Tuesday, March 16, 2010

The Baby Mill's Got Nothing on This!

Mulago Hospital, Kampala, Uganda

Morning report this morning. Sixty or so residents, medical students, midwives and attendings cram onto benches as the suns rays begin to creep through the window raising the temperature by the minute. All the house staff in crisp white coats, the nurse-midwives equally crisp in their light dresses, knee-high socks and nursing caps pinned meticulously on their heads. An exhausted resident lists off the happenings on labour and delivery in the last 24 hours.

Total women in labour: 73, vaginal deliveries: 48, C-sections: 17, stillborn: 2. The special teaching case is a woman of 28 years old, gravida 4, plus 1 (apparently that means one kid), previous Ceasar. Presented in active labour for 34 hours. Became fully dilated and the fetal heart was 166 at this time. After 3 hours of pushing there was no fetal heart found and fetal parts were palpated abdominally. Uterine rupture was diagnosed and a c-section was arranged, this happened 3 hours later. The baby was stillborn and a hysterectomy was performed due to bleeding. She became anemic with a hemoglobin of 50 and was transfused two units. We are continuing to give her more fluid.

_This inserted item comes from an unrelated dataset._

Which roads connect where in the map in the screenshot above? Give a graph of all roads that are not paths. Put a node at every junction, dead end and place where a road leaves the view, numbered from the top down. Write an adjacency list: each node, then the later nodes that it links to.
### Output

Wow. BC Women’s is a quiet country hospital compared to this. Our morning rounds include pedantic scientific details of preeclampsia for the most part. We ONLY have about 8000 deliveries a year. Of course, they ARE beating us with the c-section rate, 25% isn’t too bad…but then you have more dead babies and mothers losing a uterus they might have otherwise wanted to use again.

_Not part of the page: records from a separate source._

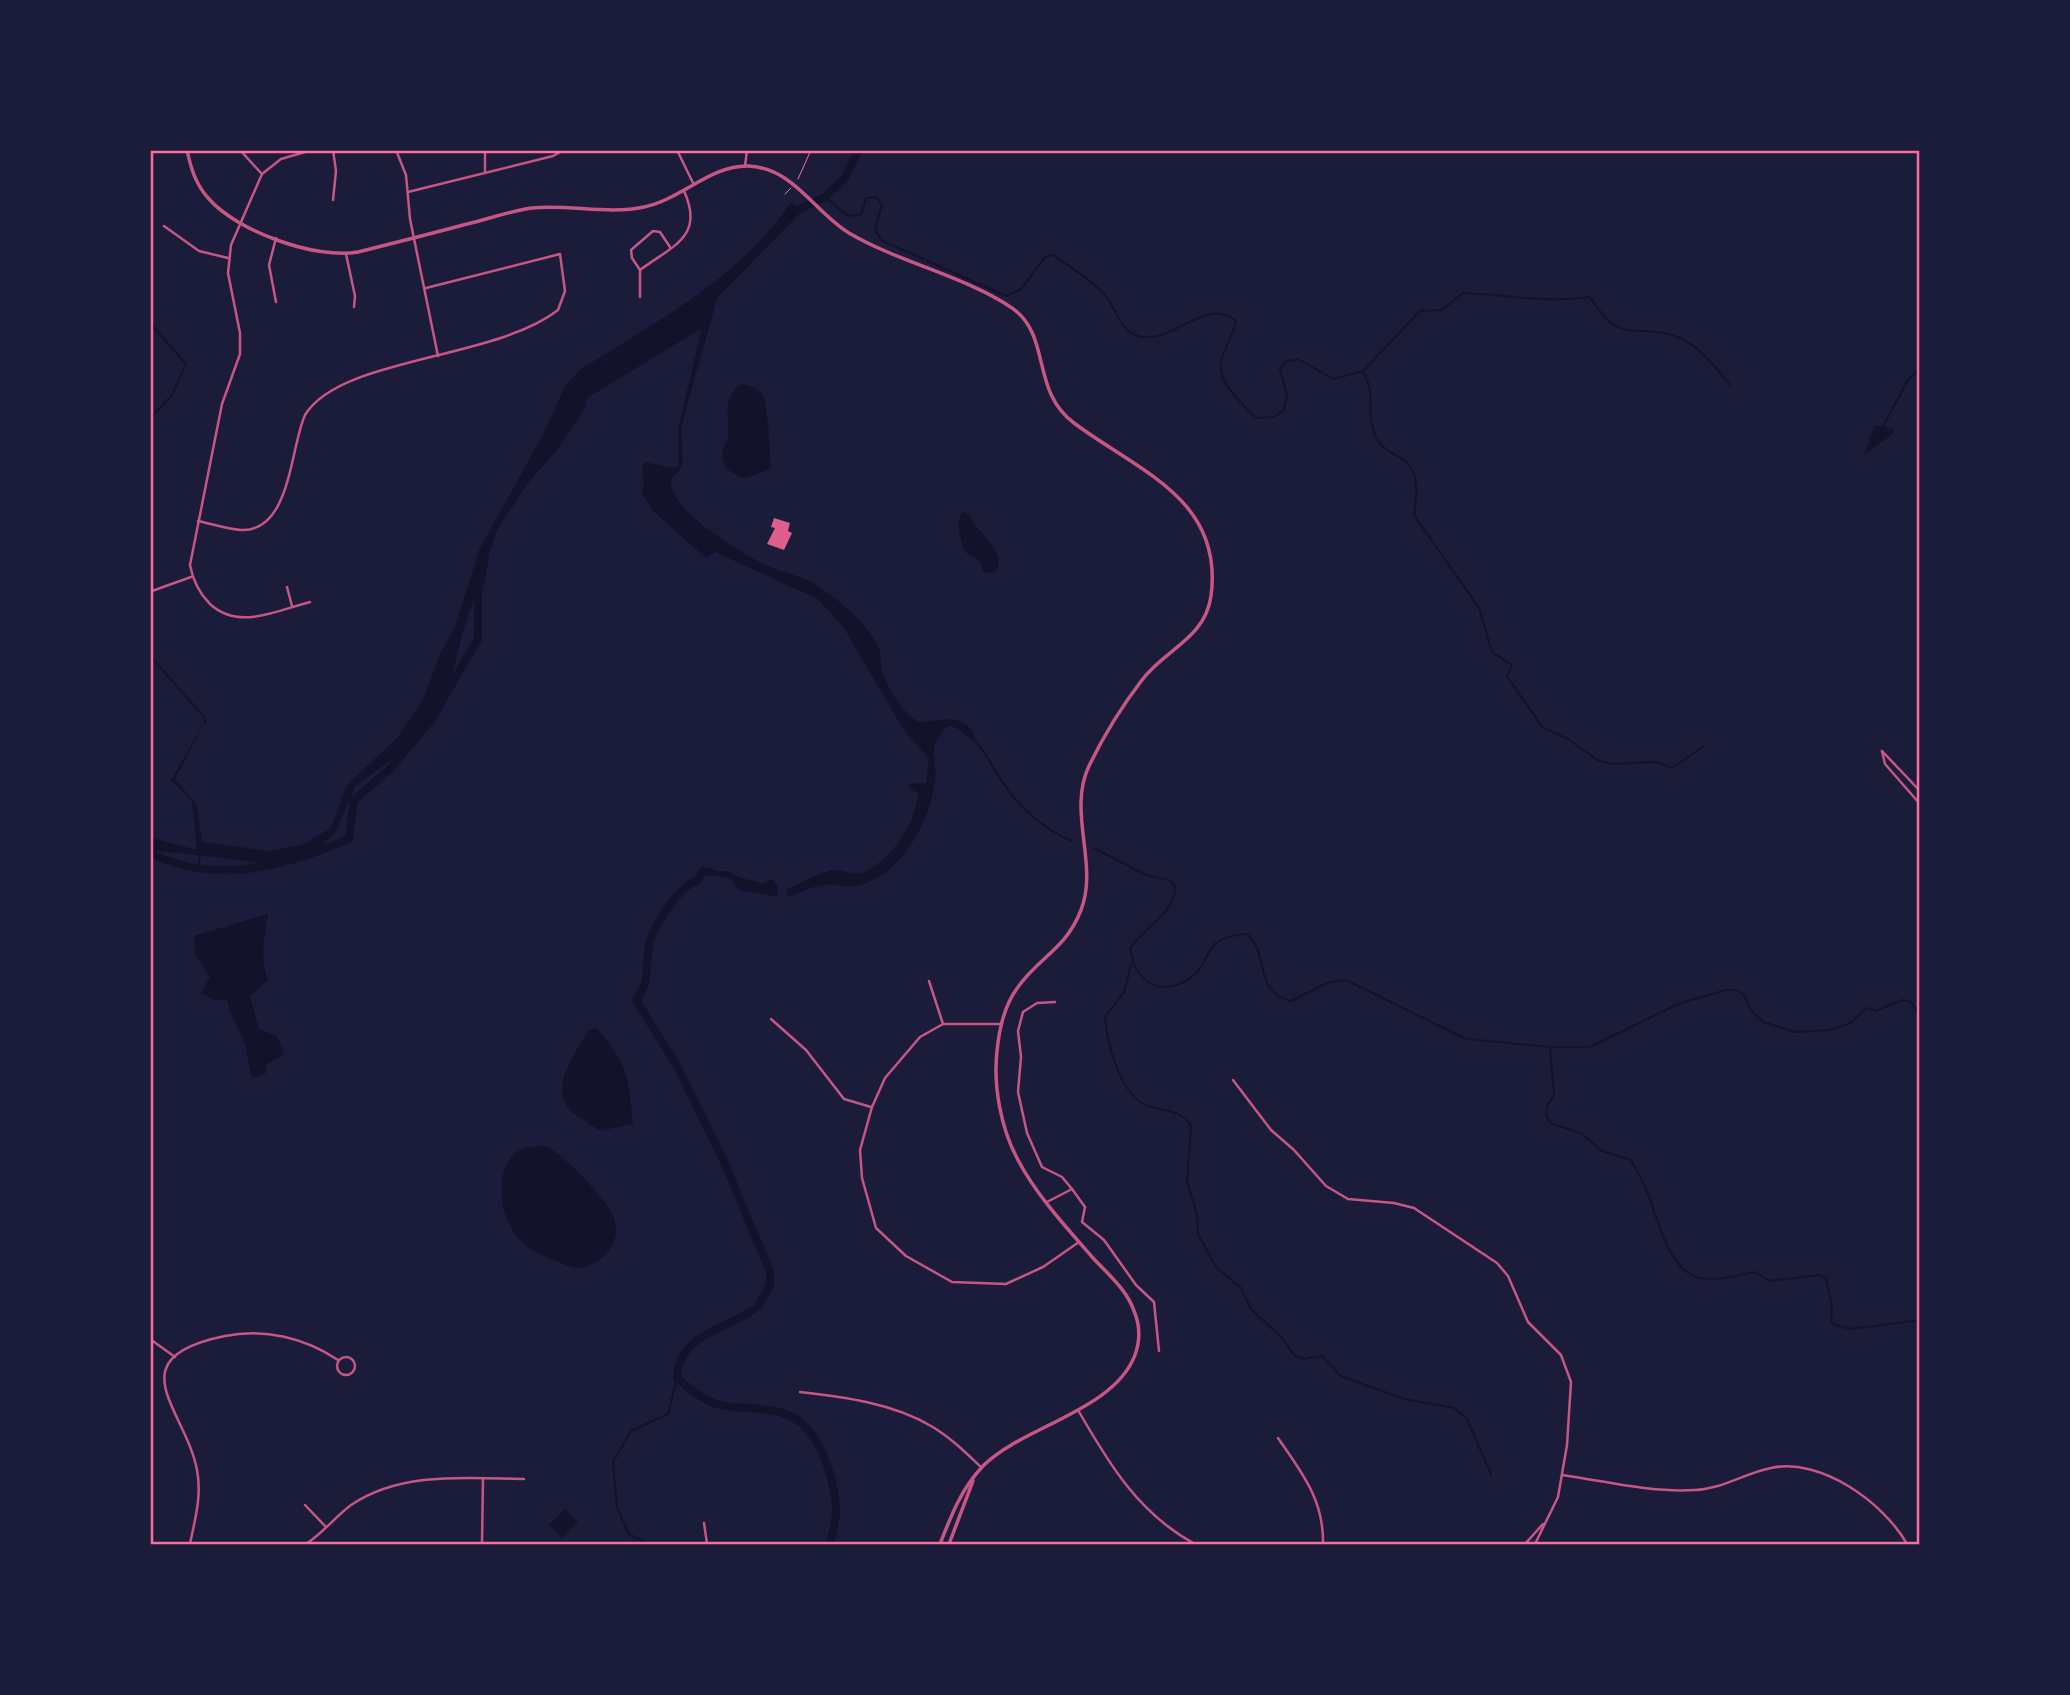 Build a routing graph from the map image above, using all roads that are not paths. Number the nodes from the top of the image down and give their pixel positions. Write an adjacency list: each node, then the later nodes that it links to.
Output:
1 (187, 150): 17 (street)
2 (240, 150): 12 (street)
3 (312, 150): 12 (street)
4 (333, 150): 16 (street)
5 (396, 150): 15 (street)
6 (485, 150): 11 (street)
7 (564, 150): 11 (street)
8 (677, 150): 13 (street)
9 (747, 150): 10 (street)
10 (745, 166): 13 (street); 42 (street)
11 (485, 173): 15 (street)
12 (262, 174): 17 (street)
13 (694, 185): 14 (street)
14 (684, 190): 20 (street); 21 (street)
15 (408, 192): 20 (street)
16 (333, 200)
17 (239, 221): 19 (street); 23 (street)
18 (164, 226): 23 (street)
19 (276, 238): 22 (street); 27 (street)
20 (414, 238): 22 (street); 25 (street)
21 (670, 247): 24 (street); 24 (street)
22 (346, 254): 28 (street)
23 (228, 258): 30 (street)
24 (640, 270): 26 (street)
25 (426, 288): 29 (street); 29 (street)
26 (640, 297)
27 (275, 302)
28 (354, 307)
29 (439, 357): 30 (street)
30 (198, 521): 31 (street)
31 (192, 577): 33 (street); 35 (street)
32 (287, 587): 35 (street)
33 (152, 591)
34 (310, 602): 35 (street)
35 (292, 606)
36 (1920, 791): 37 (street)
37 (1920, 804)
38 (929, 981): 41 (street)
39 (1055, 1002): 45 (street)
40 (771, 1019): 44 (street)
41 (943, 1024): 42 (street); 44 (street)
42 (1002, 1024): 46 (street)
43 (1233, 1080): 56 (street)
44 (872, 1107): 47 (street)
45 (1072, 1189): 46 (street); 49 (street)
46 (1047, 1202): 47 (street)
47 (1079, 1242): 53 (street)
48 (150, 1339): 50 (street)
49 (1159, 1351)
50 (175, 1357): 51 (street); 66 (street)
51 (338, 1360): 51 (street)
52 (800, 1392): 55 (street)
53 (1078, 1410): 55 (street); 72 (street)
54 (1278, 1438): 73 (street)
55 (982, 1468): 57 (street)
56 (1562, 1475): 62 (street); 76 (street)
57 (975, 1476): 61 (street); 64 (street)
58 (483, 1478): 59 (street); 65 (street); 68 (street)
59 (524, 1479)
60 (305, 1505): 65 (street)
61 (949, 1521): 64 (street); 70 (street)
62 (1546, 1522): 74 (street); 75 (street)
63 (704, 1523): 69 (street)
64 (957, 1523): 71 (street)
65 (326, 1527): 67 (street)
66 (190, 1545)
67 (306, 1545)
68 (482, 1545)
69 (707, 1545)
70 (940, 1545)
71 (949, 1545)
72 (1195, 1545)
73 (1323, 1545)
74 (1525, 1545)
75 (1535, 1545)
76 (1907, 1545)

The discussion was stimulating and passionate. How could we not prioritize a woman who had a previous c-section and let her labour this long? We have condemened her to infection, she may get a fistula down the road, we took away her baby. What can we change for next time? They know what care they want to be giving, but are bound by the resources they have. I felt for the poor, haggard-looking resident presenting the case, having felt the wrath of attendings in a sleep-deprived state at morning rounds myself.

Next the NICU gives their 24 hour update. Eight neonatal deaths, 6 pre-term, and 2 at term. One may have had a congenital heart defect.

It all left me a little numb, and it was only 9am.

We were going to head out to Kisenyi, the community where the surveys are going to be done. As we were about to leave, Doreen, the project coordinator, got a call on her mobile. There was an emotional jabber of Luganda and she ran out of the room. She returned after a few minutes, with red eyes. “I’m sorry, it seems my brother is dead.”

WHAT?!?

There had been clashes between university students who opposed one of the candidates being proposed as the new president of Makerere University. Things escalated and a security guard shot two students. As it turned out her brother (cousin) had been shot in the neck and was now in ICU. I’m no trauma surgeon, but things didn’t sound good.

It was 11am… maybe it was just the jet-lagged, but it seemed like a disproportionate amount of death and suffering before lunch.

1 comment:

Rhoda y Jesús said...

It is a disproportionate amount of death and suffering. I believe that "disproportion" part was why you became a doctor.